Sci Adv. 2025 May 23. 11(21): eads5002
Carolyn Hruban,
Daniel C Bruhm,
Inna M Chen,
Shashikant Koul,
Akshaya V Annapragada,
Nicholas A Vulpescu,
Sarah Short,
Susann Theile,
Kavya Boyapati,
Bahar Alipanahi,
Zachary L Skidmore,
Alessandro Leal,
Stephen Cristiano,
Vilmos Adleff,
Julia S Johannsen,
Robert B Scharpf,
Zachariah H Foda,
Jillian Phallen,
Victor E Velculescu.
Determining response to therapy for patients with pancreatic cancer can be challenging. We evaluated methods for assessing therapeutic response using cell-free DNA (cfDNA) in plasma from patients with metastatic pancreatic cancer in the CheckPAC trial (NCT02866383). Patients were evaluated before and after initiation of therapy using tumor-informed plasma whole-genome sequencing (WGMAF) and tumor-independent genome-wide cfDNA fragmentation profiles and repeat landscapes (ARTEMIS-DELFI).
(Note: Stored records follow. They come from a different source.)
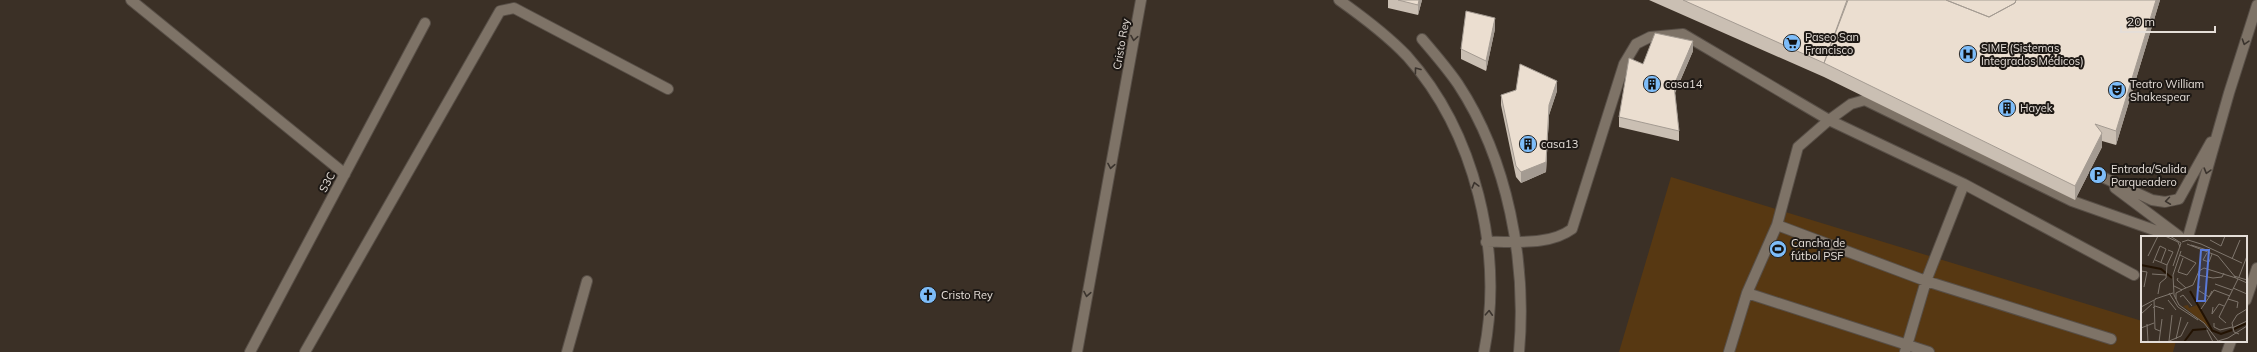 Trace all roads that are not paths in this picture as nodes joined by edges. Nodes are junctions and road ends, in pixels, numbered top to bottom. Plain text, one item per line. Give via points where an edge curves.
1 (131, 0) edge
2 (1141, 0) edge
3 (1339, 0) edge
4 (2257, 5) edge
5 (425, 23) dead end
6 (1422, 38) dead end
7 (668, 89) dead end
8 (1828, 120) junction
9 (2220, 126) junction
10 (345, 174) junction
11 (1964, 184) junction
12 (1777, 225) junction
13 (2171, 236) edge
14 (2180, 236) edge
15 (2188, 236) edge
16 (1486, 242) junction
17 (1514, 242) junction
18 (2253, 270) edge
19 (2134, 275) dead end
20 (1926, 280) junction
21 (587, 281) dead end
22 (1747, 292) junction
23 (2247, 296) edge
24 (2111, 339) dead end
25 (2231, 342) edge
26 (1907, 348) edge
27 (250, 352) edge
28 (305, 352) edge
29 (568, 352) edge
30 (1076, 352) edge
31 (1484, 352) edge
32 (1519, 352) edge
33 (1729, 352) edge
34 (1929, 352) edge
35 (2227, 352) edge

1 - 10 street
2 -> 30 street, Cristo Rey
16 -> 3 street via 1476,184 1459,135 1435,94 1406,56 1364,18
4 -> 9 street
5 - 10 street, S3C
6 - 17 street via 1458,84 1488,139 1507,200
7 - 28 street via 514,8 500,11
8 - 11 street
8 - 12 street via 1798,147
8 - 13 street via 1851,104 1866,100 2072,201
8 - 17 street via 1683,34 1650,37 1636,44 1624,64 1572,229 1564,235 1550,239
9 -> 14 street via 2179,199 2165,202 2152,200 2098,175
9 -> 15 street
10 - 27 street, S3C
11 - 19 street
11 - 20 street
12 - 20 street
12 - 22 street
16 - 17 street
31 -> 16 street via 1488,335 1491,288
17 - 32 street via 1519,267 1522,322
18 - 23 street
20 - 24 street
20 - 26 street
21 - 29 street
22 - 26 street
22 - 33 street
25 - 35 street
26 - 34 street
Using WGMAF, molecular responders had a median overall survival (OS) of 319 days compared to 126 days for nonresponders [hazard ratio (HR) = 0.29, 95% confidence interval (CI) = 0.11-0.79, P = 0.011]. For ARTEMIS-DELFI, patients with low scores after therapy initiation had longer median OS than patients with high scores (233 versus 172 days, HR = 0.12, 95% CI = 0.046-0.31, P < 0.0001). We validated ARTEMIS-DELFI in patients with pancreatic cancer in the PACTO trial (NCT02767557). These analyses suggest that noninvasive mutation and fragmentation-based cfDNA approaches can identify therapeutic response of individuals with pancreatic cancer.